That could be really bad. MCLT only affects the behavior of the "secondary" failover peer when the "primary" isn't present and how long a "recover-wait" period lasts, as far as I know. If you set your lease expiry time to 7200 and the length of your snooping/aging setup the same, that could work in most cases. However, clients are in control of what lease time they want to use. They can and do, at times, request different lease times than are offered by the DHCP server which could throw your snooping/aging system off. All that said, I'd think you should set MCLT to the same as your lease length in this situation for maximum compatibility.
----- Original Message -----
> From: "Philippe Maechler" <
[hidden email]>
> To: "Users of ISC DHCP" <
[hidden email]>
> Sent: Thursday, August 9, 2018 2:15:25 AM
> Subject: Re: DHCP Failover - initial Configuration
> Hello Simon, hello list
> On Wed, 8 Aug 2018 at 19:24, Simon Hobson < [ mailto:
[hidden email] |
>
[hidden email] ] > wrote:
>> > Server restarts
>>> Currently we restart the service every 5minutes if something changed. When we go
>>> for failover, we should reload server one and if it synced to his partner, we
>>> can reload the server two. How does server two know, that the server one is up
>> > to date and everything is synced?
>> After a restart it will take time for the servers to resync. You'll need to
>> adapt your management system to hold off on restarts.

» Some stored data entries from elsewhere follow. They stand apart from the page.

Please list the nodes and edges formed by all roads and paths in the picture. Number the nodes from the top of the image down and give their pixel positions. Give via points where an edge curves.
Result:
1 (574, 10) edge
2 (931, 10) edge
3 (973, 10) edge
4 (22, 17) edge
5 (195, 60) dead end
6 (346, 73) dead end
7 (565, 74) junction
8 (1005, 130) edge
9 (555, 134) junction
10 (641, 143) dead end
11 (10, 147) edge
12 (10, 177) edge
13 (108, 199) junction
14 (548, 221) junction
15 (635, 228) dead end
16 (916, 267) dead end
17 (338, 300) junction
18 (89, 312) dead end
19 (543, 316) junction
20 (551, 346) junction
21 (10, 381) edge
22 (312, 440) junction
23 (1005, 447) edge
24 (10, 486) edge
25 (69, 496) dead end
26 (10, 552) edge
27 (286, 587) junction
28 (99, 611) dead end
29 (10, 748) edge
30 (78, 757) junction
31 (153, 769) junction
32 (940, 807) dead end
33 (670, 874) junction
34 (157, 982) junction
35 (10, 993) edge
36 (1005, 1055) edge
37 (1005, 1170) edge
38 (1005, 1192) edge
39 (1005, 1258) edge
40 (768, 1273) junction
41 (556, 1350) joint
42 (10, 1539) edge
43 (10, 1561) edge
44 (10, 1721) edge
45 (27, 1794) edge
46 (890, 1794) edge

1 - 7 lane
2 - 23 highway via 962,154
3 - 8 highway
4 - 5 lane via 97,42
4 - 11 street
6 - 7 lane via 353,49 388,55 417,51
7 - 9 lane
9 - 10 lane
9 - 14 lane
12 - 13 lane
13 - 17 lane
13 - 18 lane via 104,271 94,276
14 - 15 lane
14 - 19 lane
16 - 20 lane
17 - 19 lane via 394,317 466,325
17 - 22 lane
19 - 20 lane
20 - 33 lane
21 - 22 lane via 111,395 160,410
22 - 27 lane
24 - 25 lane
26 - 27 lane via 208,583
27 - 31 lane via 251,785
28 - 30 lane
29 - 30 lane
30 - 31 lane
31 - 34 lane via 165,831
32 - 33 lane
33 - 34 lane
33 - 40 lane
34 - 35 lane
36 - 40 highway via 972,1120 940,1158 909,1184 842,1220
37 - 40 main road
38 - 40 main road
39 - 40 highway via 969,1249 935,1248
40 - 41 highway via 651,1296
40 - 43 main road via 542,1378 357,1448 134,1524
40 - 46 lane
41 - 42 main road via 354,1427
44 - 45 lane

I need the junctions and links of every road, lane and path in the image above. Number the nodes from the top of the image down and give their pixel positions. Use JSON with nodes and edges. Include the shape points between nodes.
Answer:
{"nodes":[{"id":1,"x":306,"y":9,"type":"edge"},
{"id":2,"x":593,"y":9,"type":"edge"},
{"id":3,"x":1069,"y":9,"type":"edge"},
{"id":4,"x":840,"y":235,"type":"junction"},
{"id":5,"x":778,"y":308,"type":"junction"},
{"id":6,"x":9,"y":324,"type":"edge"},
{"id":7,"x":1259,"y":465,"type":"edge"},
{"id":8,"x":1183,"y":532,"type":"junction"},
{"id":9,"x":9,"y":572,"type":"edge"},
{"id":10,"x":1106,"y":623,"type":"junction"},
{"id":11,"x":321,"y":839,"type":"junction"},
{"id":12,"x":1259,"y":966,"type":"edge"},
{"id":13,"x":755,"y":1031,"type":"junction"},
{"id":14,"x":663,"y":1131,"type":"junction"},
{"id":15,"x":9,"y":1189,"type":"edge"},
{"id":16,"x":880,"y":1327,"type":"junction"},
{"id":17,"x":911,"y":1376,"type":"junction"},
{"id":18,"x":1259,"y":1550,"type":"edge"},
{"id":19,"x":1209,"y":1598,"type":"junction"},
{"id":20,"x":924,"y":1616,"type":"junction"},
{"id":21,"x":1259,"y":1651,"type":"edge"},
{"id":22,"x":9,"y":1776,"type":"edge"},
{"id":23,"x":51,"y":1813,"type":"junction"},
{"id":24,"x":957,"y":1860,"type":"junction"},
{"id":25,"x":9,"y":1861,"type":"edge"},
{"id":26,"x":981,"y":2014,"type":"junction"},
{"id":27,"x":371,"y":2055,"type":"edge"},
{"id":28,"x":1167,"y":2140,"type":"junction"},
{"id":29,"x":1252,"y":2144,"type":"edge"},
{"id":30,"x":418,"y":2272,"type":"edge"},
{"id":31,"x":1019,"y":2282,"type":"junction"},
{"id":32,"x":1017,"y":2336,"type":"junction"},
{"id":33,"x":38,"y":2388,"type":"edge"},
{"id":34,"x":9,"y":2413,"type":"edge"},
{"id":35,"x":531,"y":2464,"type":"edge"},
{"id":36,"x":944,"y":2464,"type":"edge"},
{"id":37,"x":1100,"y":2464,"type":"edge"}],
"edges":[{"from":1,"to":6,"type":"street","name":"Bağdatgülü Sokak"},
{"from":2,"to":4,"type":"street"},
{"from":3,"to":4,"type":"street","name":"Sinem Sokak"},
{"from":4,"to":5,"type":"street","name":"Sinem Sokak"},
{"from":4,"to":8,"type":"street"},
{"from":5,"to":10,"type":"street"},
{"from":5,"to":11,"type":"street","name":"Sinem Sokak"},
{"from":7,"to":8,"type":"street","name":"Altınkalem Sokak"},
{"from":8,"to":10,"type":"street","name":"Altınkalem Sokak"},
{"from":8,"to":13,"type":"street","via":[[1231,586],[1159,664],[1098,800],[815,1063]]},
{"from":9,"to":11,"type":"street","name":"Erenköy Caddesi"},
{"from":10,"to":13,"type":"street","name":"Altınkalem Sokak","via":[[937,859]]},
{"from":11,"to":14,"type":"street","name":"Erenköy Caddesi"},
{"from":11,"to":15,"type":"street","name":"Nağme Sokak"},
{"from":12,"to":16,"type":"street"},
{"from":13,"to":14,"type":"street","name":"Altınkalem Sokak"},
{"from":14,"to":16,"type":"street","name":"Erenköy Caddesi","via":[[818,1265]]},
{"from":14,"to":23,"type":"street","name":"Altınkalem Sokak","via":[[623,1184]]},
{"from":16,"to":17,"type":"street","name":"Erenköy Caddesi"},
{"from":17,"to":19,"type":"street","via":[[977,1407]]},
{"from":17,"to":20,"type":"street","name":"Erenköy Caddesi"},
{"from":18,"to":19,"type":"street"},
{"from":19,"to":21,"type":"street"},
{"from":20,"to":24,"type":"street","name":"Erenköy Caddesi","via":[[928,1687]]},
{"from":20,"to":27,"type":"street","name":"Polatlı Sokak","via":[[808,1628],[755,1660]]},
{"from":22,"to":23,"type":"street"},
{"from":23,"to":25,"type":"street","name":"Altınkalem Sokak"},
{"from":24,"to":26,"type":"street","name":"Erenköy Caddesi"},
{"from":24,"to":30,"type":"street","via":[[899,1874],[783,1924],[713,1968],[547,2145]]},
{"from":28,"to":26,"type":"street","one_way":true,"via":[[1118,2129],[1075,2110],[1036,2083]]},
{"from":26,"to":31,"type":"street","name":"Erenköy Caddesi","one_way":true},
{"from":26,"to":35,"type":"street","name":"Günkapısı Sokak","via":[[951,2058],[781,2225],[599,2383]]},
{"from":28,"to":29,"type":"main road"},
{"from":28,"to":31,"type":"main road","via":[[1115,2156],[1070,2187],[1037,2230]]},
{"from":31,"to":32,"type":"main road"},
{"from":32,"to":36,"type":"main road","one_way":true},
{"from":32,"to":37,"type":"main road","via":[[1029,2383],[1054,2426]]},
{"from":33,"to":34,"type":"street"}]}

Hopefully someone more
>> familiar with failover will be along soon with more details, but from things
>> said on here, there are some cases where the servers can take a while before
>> they get back to fully normal operation.
> Yes, I'm already testing a way for checking the server state before a reload.
> The current idea is, that our reload script first checks via omapi the
> failover-state from the other server. If the server is in ready and in sync, we
> do the reload. otherwise we wait another few minutes. Since we already rely on
> omapi for other things, this shouldn't be much magic :)
> Something else you mentioned, mlct. On of our access system is doing something
> like dhcp-snooping/dhcp-aging. When a client successfuly logs on with a DORA
> sequence, the clients mac address is allowed to communicate for a given time.
> unfortunately this time is hardcoded in the access system and not learnt from
> the DORA sequence. If we have a lease time of 7200s but an mlct of 3600,
> clients would first get a lease time of 1h and on a Request/Ackownlede a lease
> time of 2h. Would that work if we set mlct==lease-time? What are the benedits
> and drawbacks from such a configuration?